Wherever the word "thumb" turns up in a line of the entries, copy that line.
[[ Records to use, beginning ]]
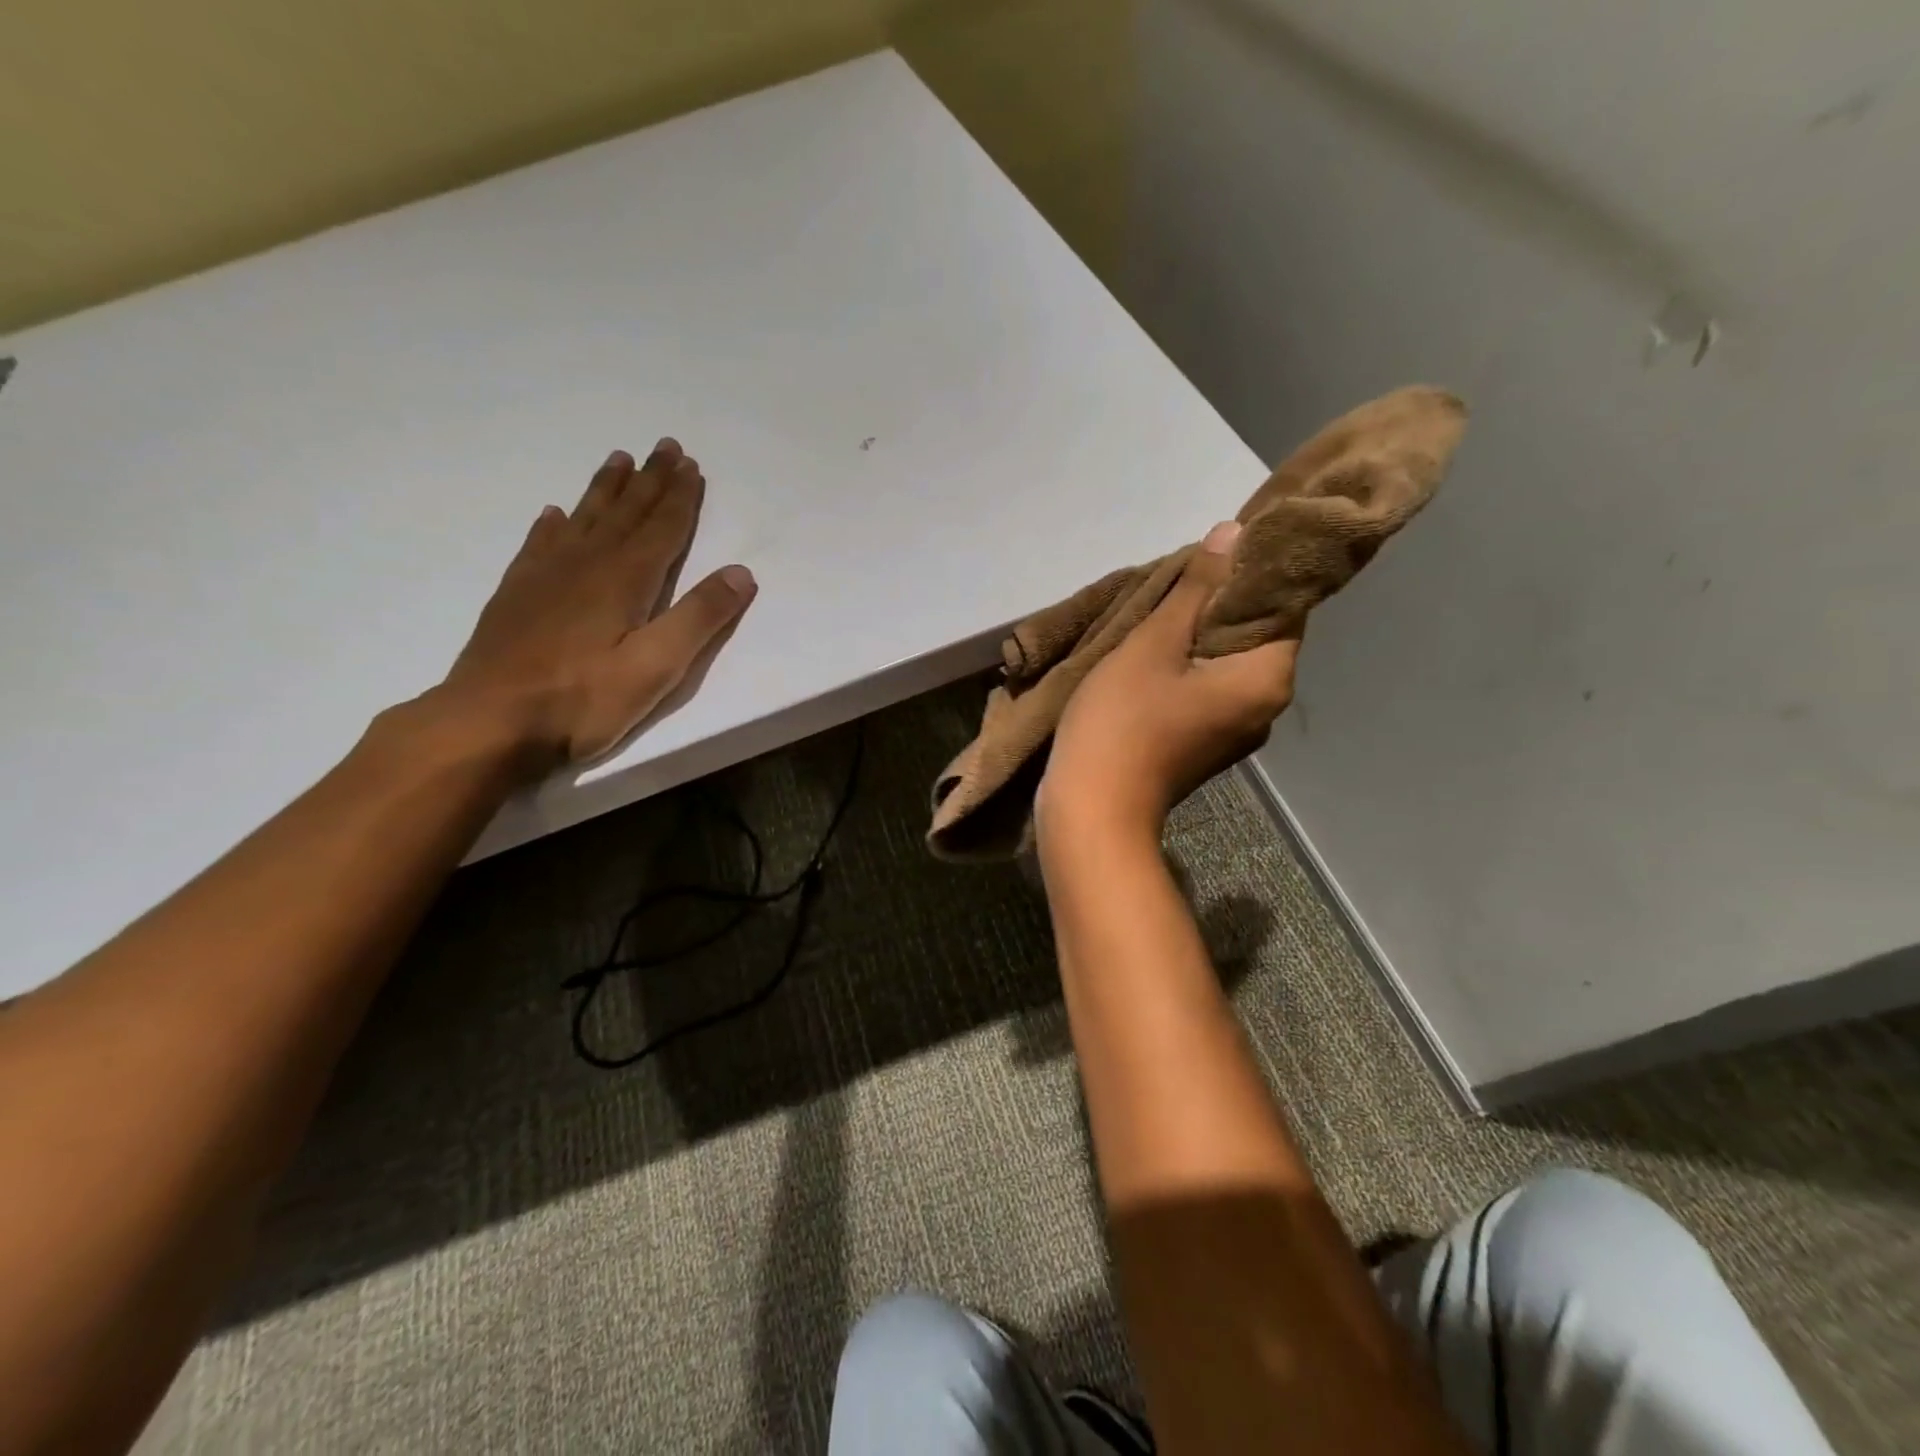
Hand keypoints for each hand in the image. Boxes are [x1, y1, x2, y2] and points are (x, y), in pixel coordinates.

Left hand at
[[ Records to use, end ]]
[[ Records to use, beginning ]]
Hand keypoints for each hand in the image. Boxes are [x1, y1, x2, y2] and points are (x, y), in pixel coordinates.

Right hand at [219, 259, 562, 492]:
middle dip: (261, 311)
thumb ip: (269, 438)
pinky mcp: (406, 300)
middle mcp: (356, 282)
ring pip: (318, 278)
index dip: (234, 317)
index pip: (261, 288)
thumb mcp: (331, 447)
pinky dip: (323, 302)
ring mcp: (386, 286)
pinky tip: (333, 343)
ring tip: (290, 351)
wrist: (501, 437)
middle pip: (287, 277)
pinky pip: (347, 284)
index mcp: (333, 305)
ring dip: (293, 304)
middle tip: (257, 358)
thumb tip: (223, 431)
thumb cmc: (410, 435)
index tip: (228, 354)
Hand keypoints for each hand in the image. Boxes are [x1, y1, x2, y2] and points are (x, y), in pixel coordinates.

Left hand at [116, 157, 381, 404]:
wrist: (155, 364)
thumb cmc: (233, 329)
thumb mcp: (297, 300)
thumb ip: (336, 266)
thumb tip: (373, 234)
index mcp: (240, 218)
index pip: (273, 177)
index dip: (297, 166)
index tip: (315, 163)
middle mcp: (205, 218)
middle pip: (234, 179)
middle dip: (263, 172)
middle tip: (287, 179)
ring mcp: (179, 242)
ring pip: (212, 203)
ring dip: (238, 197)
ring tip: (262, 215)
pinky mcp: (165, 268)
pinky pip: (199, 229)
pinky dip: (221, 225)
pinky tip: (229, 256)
[[ Records to use, end ]]
[[ Records to use, beginning ]]
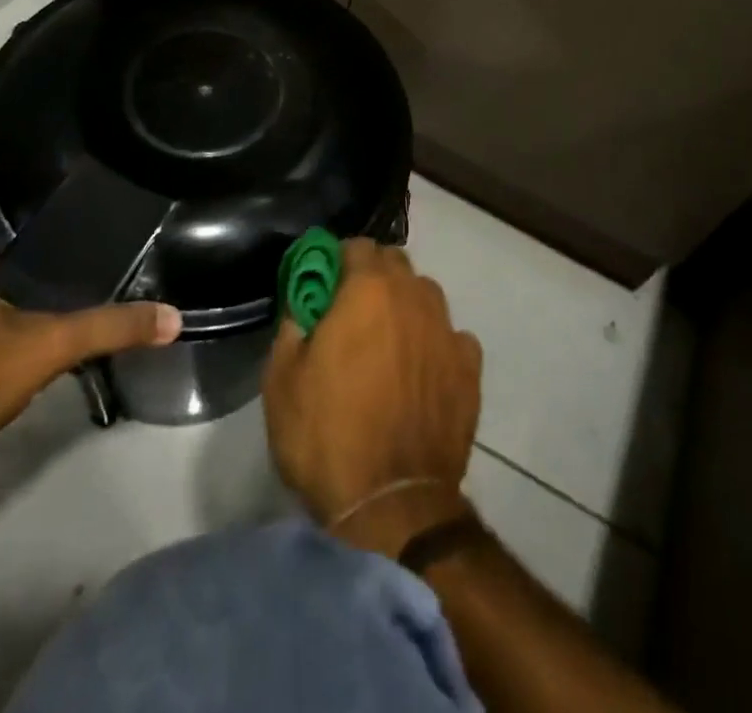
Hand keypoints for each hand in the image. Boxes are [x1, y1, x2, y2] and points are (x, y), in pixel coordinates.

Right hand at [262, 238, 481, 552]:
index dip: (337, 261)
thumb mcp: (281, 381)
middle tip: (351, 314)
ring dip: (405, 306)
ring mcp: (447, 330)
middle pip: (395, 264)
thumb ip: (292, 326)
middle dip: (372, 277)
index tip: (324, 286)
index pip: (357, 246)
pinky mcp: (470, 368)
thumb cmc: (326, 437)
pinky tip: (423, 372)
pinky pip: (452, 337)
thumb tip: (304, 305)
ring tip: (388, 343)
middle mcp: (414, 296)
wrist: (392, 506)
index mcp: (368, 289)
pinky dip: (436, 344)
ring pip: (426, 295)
[[ Records to use, end ]]
Result of this exercise:
thumb ip: (269, 438)
thumb mcp: (331, 447)
thumb tip: (223, 431)
thumb cmc: (410, 435)
thumb cmc: (233, 329)
thumb mcp: (297, 300)
thumb ip: (336, 266)
thumb tip: (373, 234)
thumb mcp: (281, 381)
thumb ip: (292, 326)
thumb cmc: (326, 437)
thumb tip: (304, 305)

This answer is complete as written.